Historians have confronted the Vargas period only recently and inconclusively, although substantial work promises to be forthcoming. Researchers are handicapped by the lack of monographic studies on virtually all aspects of the twentieth century in Brazil. The pre-1930 period remains especially unclear—particularly the mechanics of the Washington Luís regime, which culminated a generation of planter-dominated, oligarchic rule. But the new influx of students has demonstrated that extensive documentation remains untapped. Some excellent sources have recently become available, including the archives of Borges de Medeiros and Oswaldo Aranha; the federal ministries of Finance, Public Works, Justice, and Foreign Affairs; and the papers of Getúlio Vargas himself. Other archival materials remain untouched, such as the papers of numerous primary historical figures and extensive public and commercial archives, especially on state and municipal levels. Massive questions await critical examination. Some of these deal with vital aspects of the Vargas years—the ascendancy of a technologically oriented military, economic growth in the industrial sector, rising nationalism and the search for new ideologies, the development of the federal bureaucracy, social welfare legislation, the emergence of the urban middle and working classes, and the establishment of the Vargas myth.
The Revolution of 1930 and the Aftermath falls short of this challenge. It is a synthesis of the events which projected the Liberal Alliance to power, but its impact is crippled by brevity and insufficient analysis. The body of the volume consists of three chapters dealing with the political, military, and economic aspects of the Vargas golpe. One, “The Military and the 1930 Revolution,” appeared as an article in HAHR (May 1964, pp. 180-196). The remaining two chapters cursorily describe the “aftermath” of 1930, which is already treated in more complete detail by new works of Thomas E. Skidmore, Rollie E. Poppino, and John W. F. Dulles. Young relies almost entirely upon published sources, save for citations from the Aranha papers— he was the first foreign researcher to see them—and interviews with political figures. His annotated bibliography is useful but curiously incomplete: for example, it divides newspapers consulted into only two categories, 1930, and 1954-1966, omitting the years from 1931 to 1953.

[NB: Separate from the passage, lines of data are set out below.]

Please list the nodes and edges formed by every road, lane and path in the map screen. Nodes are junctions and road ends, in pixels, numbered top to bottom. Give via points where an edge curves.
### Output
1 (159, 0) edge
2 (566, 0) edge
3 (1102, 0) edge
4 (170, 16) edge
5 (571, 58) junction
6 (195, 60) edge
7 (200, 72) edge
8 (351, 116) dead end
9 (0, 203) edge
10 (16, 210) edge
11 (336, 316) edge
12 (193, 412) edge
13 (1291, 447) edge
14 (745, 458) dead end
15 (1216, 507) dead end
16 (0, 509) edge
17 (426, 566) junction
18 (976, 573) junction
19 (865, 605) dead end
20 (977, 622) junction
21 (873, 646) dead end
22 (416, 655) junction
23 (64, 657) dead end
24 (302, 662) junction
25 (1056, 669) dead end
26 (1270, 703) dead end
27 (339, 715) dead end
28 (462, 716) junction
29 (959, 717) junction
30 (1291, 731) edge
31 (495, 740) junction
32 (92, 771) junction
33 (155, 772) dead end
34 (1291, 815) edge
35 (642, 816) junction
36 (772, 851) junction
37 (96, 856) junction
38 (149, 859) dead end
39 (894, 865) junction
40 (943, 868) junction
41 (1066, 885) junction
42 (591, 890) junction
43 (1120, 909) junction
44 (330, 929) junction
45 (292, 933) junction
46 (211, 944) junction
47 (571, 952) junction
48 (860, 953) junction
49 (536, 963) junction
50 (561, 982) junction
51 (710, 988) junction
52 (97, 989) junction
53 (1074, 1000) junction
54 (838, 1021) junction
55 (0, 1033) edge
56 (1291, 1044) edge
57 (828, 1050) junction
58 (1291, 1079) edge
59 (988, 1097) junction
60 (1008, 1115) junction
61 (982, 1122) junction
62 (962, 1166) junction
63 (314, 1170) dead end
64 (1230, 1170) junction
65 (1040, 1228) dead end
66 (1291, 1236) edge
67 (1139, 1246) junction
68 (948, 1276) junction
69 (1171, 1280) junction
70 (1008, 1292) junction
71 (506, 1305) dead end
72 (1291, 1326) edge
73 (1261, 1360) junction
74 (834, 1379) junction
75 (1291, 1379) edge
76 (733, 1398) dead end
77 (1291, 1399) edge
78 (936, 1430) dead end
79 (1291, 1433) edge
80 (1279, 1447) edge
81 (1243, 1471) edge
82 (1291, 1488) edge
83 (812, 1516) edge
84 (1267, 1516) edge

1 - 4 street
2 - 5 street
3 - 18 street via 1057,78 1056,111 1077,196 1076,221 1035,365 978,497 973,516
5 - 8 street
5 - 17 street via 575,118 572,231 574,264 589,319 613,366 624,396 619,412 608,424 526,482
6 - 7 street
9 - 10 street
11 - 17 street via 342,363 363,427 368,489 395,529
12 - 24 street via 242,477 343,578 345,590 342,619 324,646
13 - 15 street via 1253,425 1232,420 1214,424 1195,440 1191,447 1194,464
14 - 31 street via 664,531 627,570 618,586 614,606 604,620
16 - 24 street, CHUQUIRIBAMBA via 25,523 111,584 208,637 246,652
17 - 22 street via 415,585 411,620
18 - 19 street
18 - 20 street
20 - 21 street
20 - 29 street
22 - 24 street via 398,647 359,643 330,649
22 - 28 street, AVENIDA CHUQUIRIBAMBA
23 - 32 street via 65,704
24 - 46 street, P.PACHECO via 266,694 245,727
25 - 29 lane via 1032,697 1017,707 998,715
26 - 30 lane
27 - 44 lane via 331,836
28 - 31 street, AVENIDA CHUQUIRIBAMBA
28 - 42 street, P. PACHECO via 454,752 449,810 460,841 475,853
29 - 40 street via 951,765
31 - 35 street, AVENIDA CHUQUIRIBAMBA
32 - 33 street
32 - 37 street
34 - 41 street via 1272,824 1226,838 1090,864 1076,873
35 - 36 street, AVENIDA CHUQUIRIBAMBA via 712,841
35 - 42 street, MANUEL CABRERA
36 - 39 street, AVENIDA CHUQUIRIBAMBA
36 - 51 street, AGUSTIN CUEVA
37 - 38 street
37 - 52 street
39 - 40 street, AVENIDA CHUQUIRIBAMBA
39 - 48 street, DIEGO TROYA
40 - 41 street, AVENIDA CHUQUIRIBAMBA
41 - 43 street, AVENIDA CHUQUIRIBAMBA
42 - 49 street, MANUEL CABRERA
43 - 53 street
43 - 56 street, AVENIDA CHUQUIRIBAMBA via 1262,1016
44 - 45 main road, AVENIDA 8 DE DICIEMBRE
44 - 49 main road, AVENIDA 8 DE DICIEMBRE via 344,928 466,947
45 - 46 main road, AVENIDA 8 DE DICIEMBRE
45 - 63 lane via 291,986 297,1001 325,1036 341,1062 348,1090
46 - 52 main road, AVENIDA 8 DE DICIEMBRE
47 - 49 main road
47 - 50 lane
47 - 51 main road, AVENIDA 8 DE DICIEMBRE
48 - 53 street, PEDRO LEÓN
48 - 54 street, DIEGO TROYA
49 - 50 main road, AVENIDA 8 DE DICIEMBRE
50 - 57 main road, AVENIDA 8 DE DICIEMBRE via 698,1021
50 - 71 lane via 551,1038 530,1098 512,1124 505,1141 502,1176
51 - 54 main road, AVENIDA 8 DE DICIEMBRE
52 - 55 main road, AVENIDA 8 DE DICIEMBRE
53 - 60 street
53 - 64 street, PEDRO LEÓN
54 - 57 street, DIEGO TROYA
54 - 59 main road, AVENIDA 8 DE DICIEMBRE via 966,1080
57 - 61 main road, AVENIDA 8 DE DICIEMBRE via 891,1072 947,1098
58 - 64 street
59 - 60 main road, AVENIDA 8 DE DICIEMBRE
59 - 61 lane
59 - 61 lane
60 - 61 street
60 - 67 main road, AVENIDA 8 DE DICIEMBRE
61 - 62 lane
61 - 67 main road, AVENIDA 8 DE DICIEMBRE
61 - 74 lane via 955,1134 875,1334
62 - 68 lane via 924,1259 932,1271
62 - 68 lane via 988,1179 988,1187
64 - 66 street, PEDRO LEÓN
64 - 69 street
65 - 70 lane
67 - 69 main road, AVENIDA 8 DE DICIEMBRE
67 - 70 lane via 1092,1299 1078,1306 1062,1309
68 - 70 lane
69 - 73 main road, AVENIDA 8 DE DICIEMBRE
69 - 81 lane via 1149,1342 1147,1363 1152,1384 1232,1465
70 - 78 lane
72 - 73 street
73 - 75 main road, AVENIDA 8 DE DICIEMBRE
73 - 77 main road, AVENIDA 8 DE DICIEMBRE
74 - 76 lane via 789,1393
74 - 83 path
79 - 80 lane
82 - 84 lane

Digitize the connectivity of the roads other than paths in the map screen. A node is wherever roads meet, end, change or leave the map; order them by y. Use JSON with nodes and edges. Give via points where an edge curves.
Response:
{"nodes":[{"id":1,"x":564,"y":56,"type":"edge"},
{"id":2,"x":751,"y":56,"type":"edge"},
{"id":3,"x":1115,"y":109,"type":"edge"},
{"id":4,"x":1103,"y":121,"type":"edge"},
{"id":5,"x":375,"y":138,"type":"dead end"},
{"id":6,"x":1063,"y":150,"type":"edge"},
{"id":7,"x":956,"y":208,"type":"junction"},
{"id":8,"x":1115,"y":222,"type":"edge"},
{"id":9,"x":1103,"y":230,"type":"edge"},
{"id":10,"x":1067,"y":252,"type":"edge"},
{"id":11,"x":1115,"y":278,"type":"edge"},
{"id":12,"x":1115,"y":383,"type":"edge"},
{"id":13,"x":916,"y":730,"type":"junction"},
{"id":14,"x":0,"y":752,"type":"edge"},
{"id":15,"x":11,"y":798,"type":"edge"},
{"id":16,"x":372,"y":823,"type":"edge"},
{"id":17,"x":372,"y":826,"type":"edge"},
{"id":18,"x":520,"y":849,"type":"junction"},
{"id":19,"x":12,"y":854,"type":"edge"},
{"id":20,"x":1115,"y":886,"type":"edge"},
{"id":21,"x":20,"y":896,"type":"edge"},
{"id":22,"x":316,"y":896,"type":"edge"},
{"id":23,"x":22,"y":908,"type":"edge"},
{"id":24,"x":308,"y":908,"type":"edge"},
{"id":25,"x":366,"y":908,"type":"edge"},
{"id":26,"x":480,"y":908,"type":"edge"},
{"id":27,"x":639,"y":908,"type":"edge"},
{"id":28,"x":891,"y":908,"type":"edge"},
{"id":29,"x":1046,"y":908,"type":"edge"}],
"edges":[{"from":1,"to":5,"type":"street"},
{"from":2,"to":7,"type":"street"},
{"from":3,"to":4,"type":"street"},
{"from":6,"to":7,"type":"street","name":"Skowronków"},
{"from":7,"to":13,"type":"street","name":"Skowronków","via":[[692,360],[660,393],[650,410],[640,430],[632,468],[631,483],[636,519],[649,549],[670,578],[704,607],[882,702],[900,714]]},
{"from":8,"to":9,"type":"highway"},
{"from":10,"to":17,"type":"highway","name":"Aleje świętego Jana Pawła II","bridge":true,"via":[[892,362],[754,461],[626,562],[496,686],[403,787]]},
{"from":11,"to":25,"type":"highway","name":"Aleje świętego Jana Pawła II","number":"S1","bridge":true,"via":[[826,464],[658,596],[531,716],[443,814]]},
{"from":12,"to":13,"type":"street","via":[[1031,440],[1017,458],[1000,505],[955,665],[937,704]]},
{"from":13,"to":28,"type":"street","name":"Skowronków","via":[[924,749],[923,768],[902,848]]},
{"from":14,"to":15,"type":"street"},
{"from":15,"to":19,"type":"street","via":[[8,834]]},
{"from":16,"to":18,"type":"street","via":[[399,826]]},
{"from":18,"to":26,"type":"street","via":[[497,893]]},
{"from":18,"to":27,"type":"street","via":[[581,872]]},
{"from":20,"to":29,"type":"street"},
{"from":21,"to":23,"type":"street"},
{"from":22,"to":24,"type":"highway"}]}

The author maintains that “since many political and financial fortunes have resulted from the revolution, there is more than just average interest in some quarters in concealing some of the facts” (p. 127). This should not preclude more thorough analysis and original use of available resources. The study narrates clearly the events of 1930 and after, but there is little feeling for the Brazil of the 1930s or for its intricate politico-economic structure. Young avoids meaningful evaluation of Vargas, taking refuge behind the historiographical cliché of the man’s enigma. The real impact of the victorious Liberal Alliance escapes consideration. Did it truly constitute revolution? How did the Vargas regime affect Brazilian life? What did the fall of the old order mean? What was the significance of the Goulart regime and the counterrevolution of 1964?